My understanding is that mdarray doesn't tackle these problems either, only
1) partially since it is going to be a container-adaptor (it will rely on
an underlying container).

> From the comparison table, I gather that Multi offers both the container
> and the views (sort of references), and that std::mdspan is only a view. Am
> I right?
>

yes

> The docs say that Multi provides value semantics, but I guess it is not a
> fair statement.
>

Multi provides value semantics that no other library provided so far IMO,
and that is a fair statement.

> I guess (and correct me if I got this wrong) that the container is
> value-semantic, but the views are not.
>
That is the nature of the views, that you want them *not* to have value
> semantics.
>

I don't like to use the term "views" because it can mean many things,
especially because the ranges and spans abuse the term.
It means so many things that even the term "owning" views are used now,
which is opposite to your definitions ("the nature of the views, that you
want them *not* to have value semantics").
In my opinion, the current use of "view" has no well-defined reference
semantics, no well-defined consistency propagation, and no well-defined
lifetime. Individual elements can return anything, basically, l-values,
e-values, or proxies.
It seems that "view" nowadays means anything that is not strictly
container-value but is related to it.
For this reason, I stopped using the term view for my library.
I tend to use more term subarrays and reference objects (not necessarily
language references).

> A fair comparison, should compare Multi's views to std::mdspan.
>

I touch on this on the section "Substitutability with standard vector and
span".
With respect to semantics mdspan is the same as span.
In a few words "Multi's views" are proper references (as much as the
language allows) and std::mdspan is a mix of things (that is lately
accepted as good enough under the "view" wording).
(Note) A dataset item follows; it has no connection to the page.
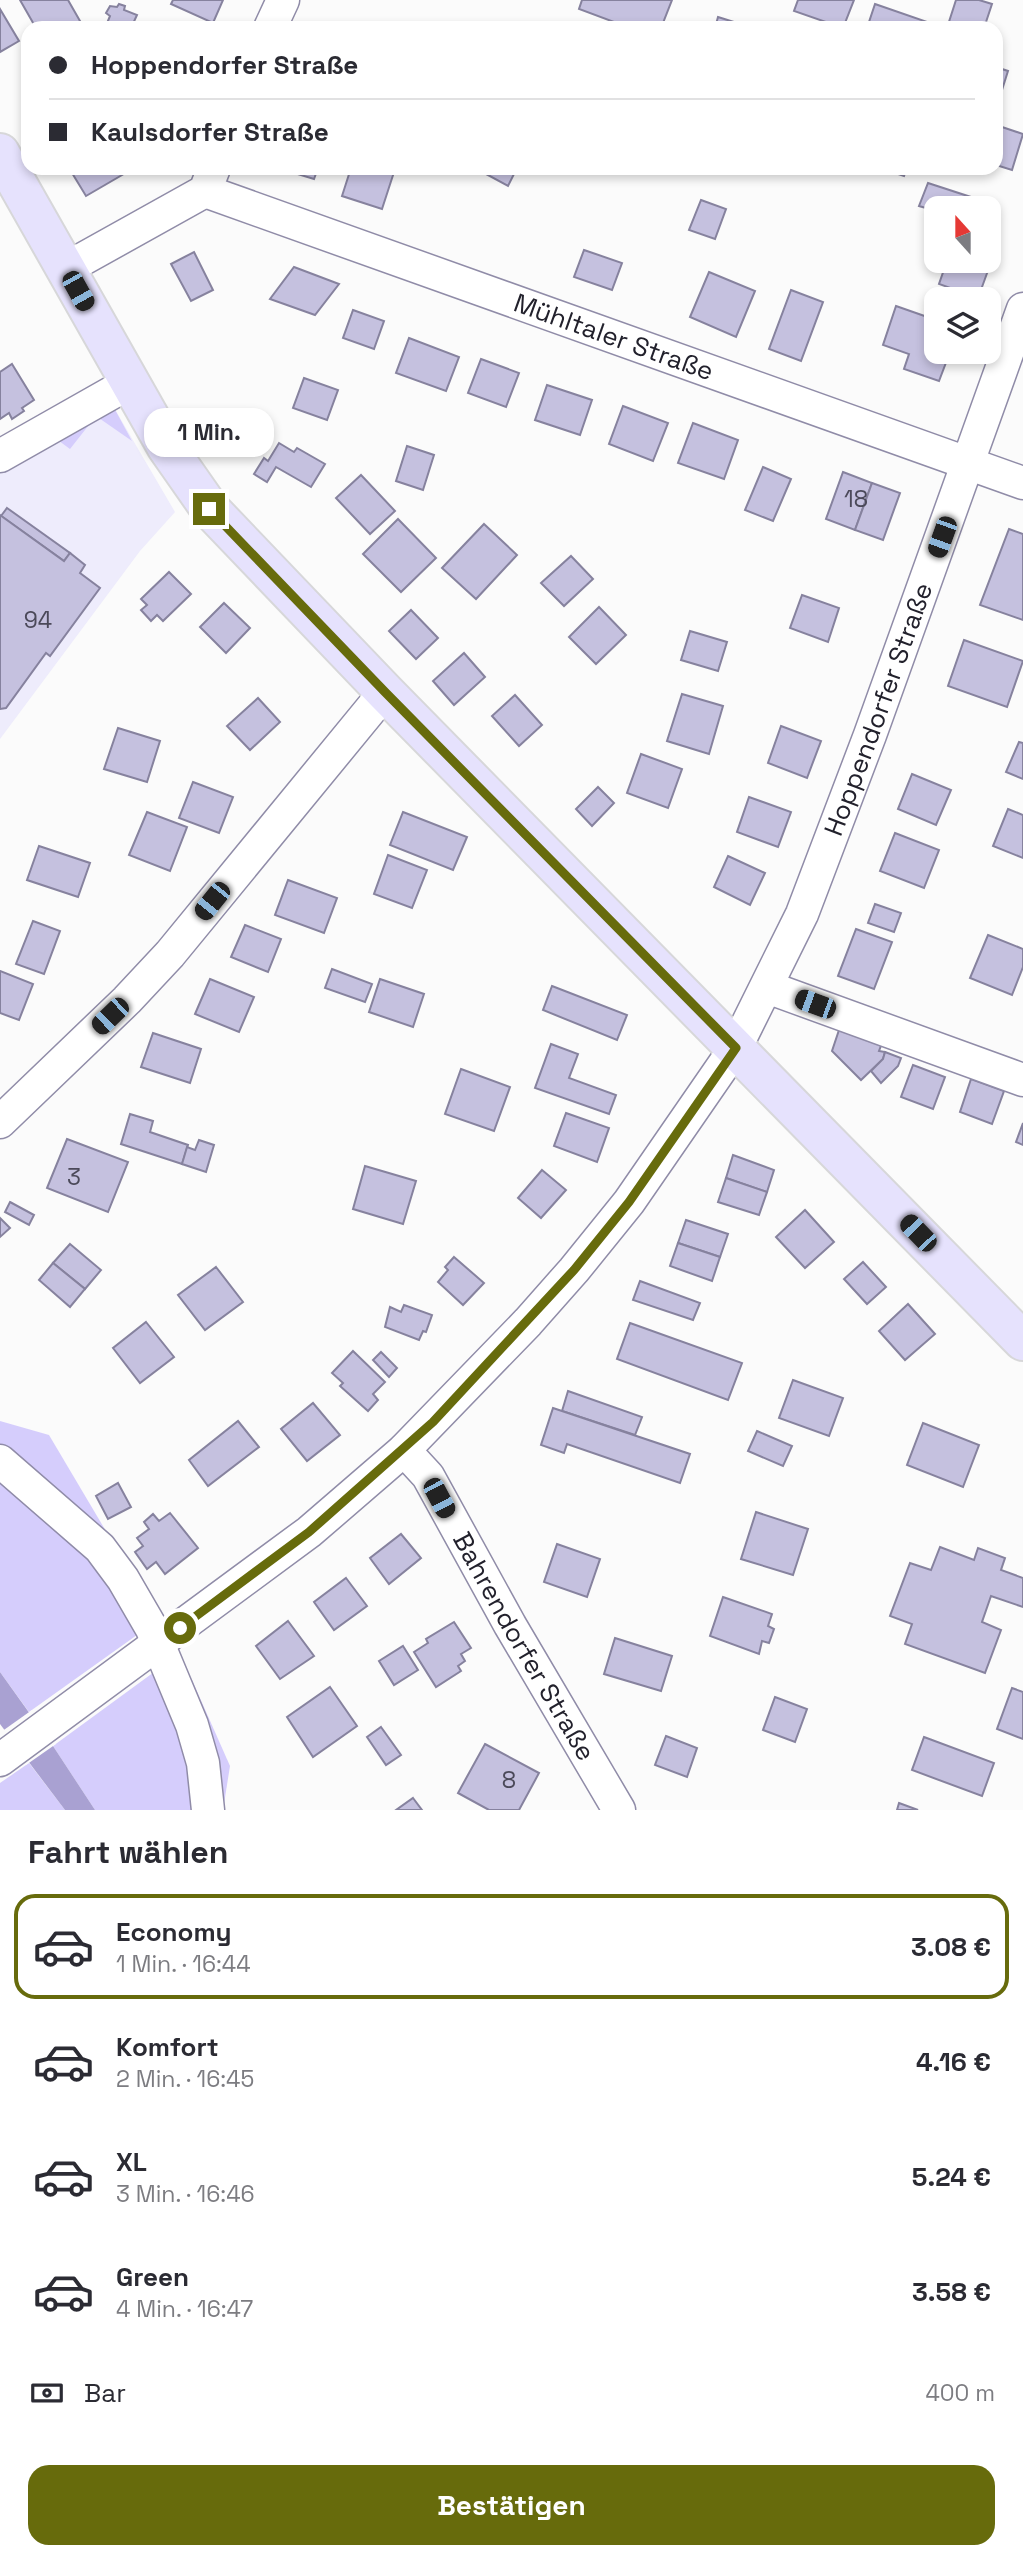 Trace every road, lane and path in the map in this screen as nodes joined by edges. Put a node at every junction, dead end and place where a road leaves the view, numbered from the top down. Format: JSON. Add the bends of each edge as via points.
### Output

Now, the Standard library has also a proposal in flight to add a container
> for multi-dimensional arrays: std::mdarray:
> https://www.open-std.org/jtc1/sc22/wg21/docs/papers/2022/p1684r2.html
> Could you also include it in your comparison? And I would expect that
> std::mdspan and std::mdarray are treated as one in this case.
>

Yes, I could to that,
I can add mdarray in the same column as mdspan, and bump its specified
requirement to C++26. (Multi is C++17)
Take into mdarray is very recent I only had access to an experimental
implementation of it.

> I read that Multi's types have an STL-compatible interface (range).
>

yes, because it provides a iterators begin() and end() that are random
access that access the multidimensional structure.
The access can be recursive (A2D.begin(), A2D.end(), A2.begin()->begin(),
etc) or flattened (A.elements().begin(), A.elements().end()).

I will add this explicitly early in the documentation.

> But this is far from obvious what it means in the context of
> multi-dimensional arrays. The range/iterator interface was tailored for
> one-dimensional data structures. There is no obvious generalization to
> multiple dimensions.
>

There are two "canonical" generalizations to multiple dimensions, the
library handles both is two different clear ways, recursive and flattened.

The first consists in regarding a multidimensional as *nested* 1D ranges,
where the order of nesting corresponds to the indices ordering.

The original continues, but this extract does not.